Predictive Statistics
Introduction
Predictive statistics is a branch of statistics that deals with extracting information from data and using it to predict future trends and behavior patterns. The core of predictive statistics lies in the ability to quantify the uncertainty associated with these predictions.
Predictive Modeling
Predictive modeling uses statistics to predict outcomes. Most often the event one wants to predict is in the future, but predictive modelling can be applied to any type of unknown event, regardless of when it occurred. In many cases the model is chosen on the basis of detection theory to try to guess the probability of an outcome given a set amount of input data.
Types of Predictive Models
There are several types of predictive models which include, but are not limited to, regression models, time series models, machine learning models, and neural networks. Each of these models has its own strengths and weaknesses, and is used in various fields of study.
Predictive Analytics
Predictive analytics encompasses a variety of statistical techniques from predictive modeling, machine learning, and data mining that analyze current and historical facts to make predictions about future or otherwise unknown events.

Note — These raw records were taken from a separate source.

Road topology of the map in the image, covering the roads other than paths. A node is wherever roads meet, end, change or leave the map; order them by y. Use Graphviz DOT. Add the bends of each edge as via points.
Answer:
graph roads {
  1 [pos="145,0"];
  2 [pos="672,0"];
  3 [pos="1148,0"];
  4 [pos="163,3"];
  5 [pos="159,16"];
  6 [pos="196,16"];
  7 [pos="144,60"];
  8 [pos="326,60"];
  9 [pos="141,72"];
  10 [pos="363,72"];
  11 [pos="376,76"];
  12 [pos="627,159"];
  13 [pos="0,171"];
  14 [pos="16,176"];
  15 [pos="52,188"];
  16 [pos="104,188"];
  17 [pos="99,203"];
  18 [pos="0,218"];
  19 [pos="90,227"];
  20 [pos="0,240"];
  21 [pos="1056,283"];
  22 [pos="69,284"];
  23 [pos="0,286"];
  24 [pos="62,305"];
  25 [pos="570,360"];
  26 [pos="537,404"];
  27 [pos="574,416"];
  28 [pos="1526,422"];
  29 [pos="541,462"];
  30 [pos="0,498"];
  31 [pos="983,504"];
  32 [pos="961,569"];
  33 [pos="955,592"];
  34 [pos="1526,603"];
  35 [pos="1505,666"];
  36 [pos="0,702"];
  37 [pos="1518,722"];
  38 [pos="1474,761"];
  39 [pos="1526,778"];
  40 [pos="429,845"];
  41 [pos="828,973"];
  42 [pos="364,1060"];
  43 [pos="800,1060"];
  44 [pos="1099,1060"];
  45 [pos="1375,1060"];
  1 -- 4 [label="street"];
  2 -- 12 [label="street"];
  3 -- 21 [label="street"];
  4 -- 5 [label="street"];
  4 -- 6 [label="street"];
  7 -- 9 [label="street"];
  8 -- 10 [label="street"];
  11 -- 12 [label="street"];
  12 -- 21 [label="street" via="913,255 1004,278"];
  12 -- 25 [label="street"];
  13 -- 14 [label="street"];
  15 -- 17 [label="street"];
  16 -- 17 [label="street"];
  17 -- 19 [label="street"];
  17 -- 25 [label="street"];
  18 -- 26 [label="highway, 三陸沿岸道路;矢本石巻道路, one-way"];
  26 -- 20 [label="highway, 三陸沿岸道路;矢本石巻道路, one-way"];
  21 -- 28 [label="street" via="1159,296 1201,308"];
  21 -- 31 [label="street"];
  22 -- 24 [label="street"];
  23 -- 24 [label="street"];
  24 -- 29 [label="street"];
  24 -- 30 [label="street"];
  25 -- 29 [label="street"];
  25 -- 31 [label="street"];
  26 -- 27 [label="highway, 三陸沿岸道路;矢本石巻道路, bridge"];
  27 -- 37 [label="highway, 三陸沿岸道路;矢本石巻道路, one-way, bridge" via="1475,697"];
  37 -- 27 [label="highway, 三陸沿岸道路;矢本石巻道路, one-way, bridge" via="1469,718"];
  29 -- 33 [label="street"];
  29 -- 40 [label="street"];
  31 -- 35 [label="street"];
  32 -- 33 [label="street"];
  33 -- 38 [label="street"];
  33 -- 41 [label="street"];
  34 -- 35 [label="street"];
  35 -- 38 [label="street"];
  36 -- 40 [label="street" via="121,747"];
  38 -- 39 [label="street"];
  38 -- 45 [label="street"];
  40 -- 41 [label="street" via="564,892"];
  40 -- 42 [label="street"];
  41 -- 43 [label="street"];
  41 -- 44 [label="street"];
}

Applications of Predictive Analytics
Predictive analytics is used in actuarial science, marketing, financial services, insurance, telecommunications, retail, travel, healthcare, pharmaceuticals and other fields.
Statistical Techniques in Predictive Statistics
There are several statistical techniques used in predictive statistics which include, but are not limited to, correlation, regression, classification, clustering, and dimensionality reduction.
Challenges in Predictive Statistics
Predictive statistics is not without its challenges. These include, but are not limited to, the availability and relevance of data, the quality of the predictive model, and the interpretation of the results.